Staying with technology, I was fascinated to read of a new, and typically imaginative, British invention, the bikini that bleeps every 15 minutes to tell sunbathers it's time to turn over. I can see all manner of bleeping adaptations, including one every 15 minutes to remind David Blunkett he's not in charge, one every five seconds so Gordon Ramsay can self-censor, one to go in the pockets of several people I can think of down the pub, and one every 20 minutes to remind listeners to Tony Benn to say: "how very true," or, "so you were warning about that even then?
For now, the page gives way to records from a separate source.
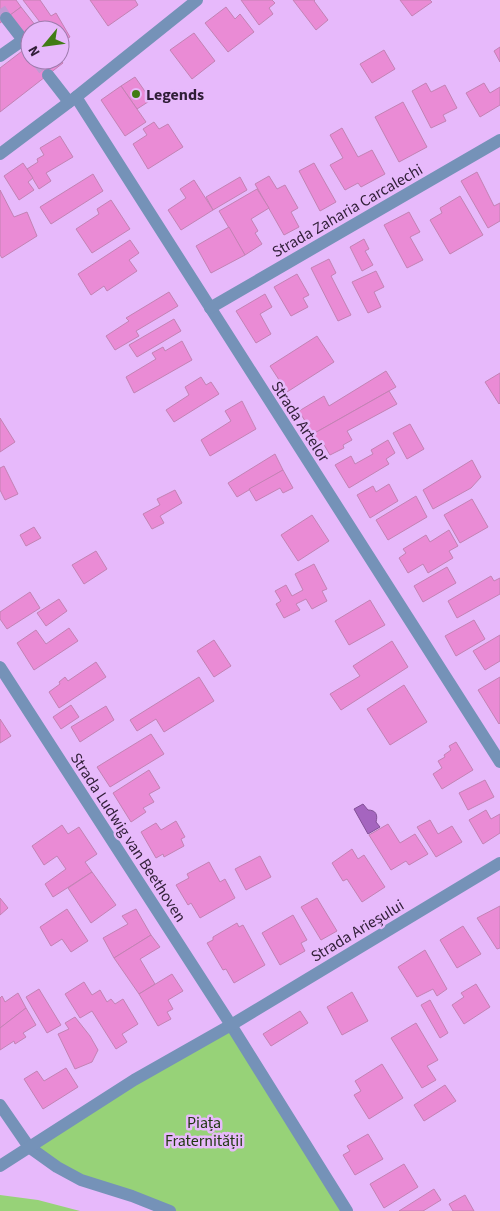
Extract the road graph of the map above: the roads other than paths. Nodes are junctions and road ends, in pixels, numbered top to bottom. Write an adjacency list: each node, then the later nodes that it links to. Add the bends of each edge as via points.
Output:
1 (197, 0): 5 (street)
2 (6, 18): 3 (street, via 25,43)
3 (0, 56)
4 (48, 75): 5 (street, Strada Artelor)
5 (72, 99): 7 (street); 8 (street, Strada Artelor)
6 (500, 140): 8 (street, Strada Zaharia Carcalechi)
7 (0, 154)
8 (210, 308): 10 (street, Strada Artelor)
9 (0, 667): 12 (street, Strada Ludwig van Beethoven)
10 (500, 762)
11 (500, 863): 12 (street, Strada Arieșului)
12 (231, 1025): 14 (street, via 134,1080); 17 (street)
13 (0, 1105): 14 (street)
14 (30, 1146): 15 (street); 16 (street, via 81,1180)
15 (0, 1166)
16 (170, 1211)
17 (348, 1211)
Remarkable!"

News, also, of two other communications breakthroughs: dark glasses concealing a lie detector, and a device which detects the interest in the voice of the person at the other end of the phone. Phrases most seriously under threat will be: "So what happened next?", "How fascinating," "No, it's fine," "food poisoning", "the baby sitter's let us down," and, "yes, dear."

Pigs might orbit

Sunbathing, though, reminds me, for some reason, that China's next space mission will carry capsules of pedigree pig sperm in an attempt to produce better pork. Apparently exposure to outer space is a cracker for genetic mutation (no space shuttle captain asides, please). Hmm. Flied rice next, I suppose.

And in a piece of related pioneering, I can also tell you that, after nearly five decades of carving pigs out of butter for display at the Iowa State Fair, Norma "Duffy" Lyon, 75, has this year broken with tradition and carved a life-sized butter statue of Tiger Woods. Splendid. I wonder whether it will spread.

Other farm-product-focused sculpting news: a three-foot, 60lb bronze of Humpty Dumpty has been stolen from where it was sat on a wall in Indian Shores, Florida. The owner, Mr Hugh Smith, has offered a reward for Humpty's safe return: "There's always one bad egg who spoils it for everyone else," he said. Police haven't cracked it yet.

Fairly quiet elsewhere on the unusual crime scene, apart from the two men in Arkansas who tried to steal a television presenter's car from the set during a live broadcast. They were caught, as was the misbehaving motorist in Michigan who was traced after a troupe of passing football cheerleaders turned his number into a chant so they could remember it. It was 2468, then, presumably.

Coffee: a man from Omaha is trying to visit every Starbucks in the world, record so far 29 in one day. How could he tell? And then he got to the end of the street. That sounds like a grind. All right, all right.

Dog days

Dogs: a bull terrier in Cologne has had a g-string removed from its stomach. Rather to my surprise, police are not making further inquiries. Don't they get Silent Witness over there? Another terrier, meanwhile, in Stockport, has survived a 30ft jump from a window after landing on a rubbish sack. A mistake to call it Buzz Lightyear, I should have said. And there's another dog-learns-to-call-emergency-services story, a German Shepherd from New Jersey, but it does have an interesting name: Slayer. Marvellous.

Slightly further south, a survey has named West Virginia as the American state with the most toothless residents, taking over the title from Kentucky. Which reminds me: no further news from Jim the Wonder Dog as yet. But I can tell you that Walt Disney was afraid of mice. Well, etc.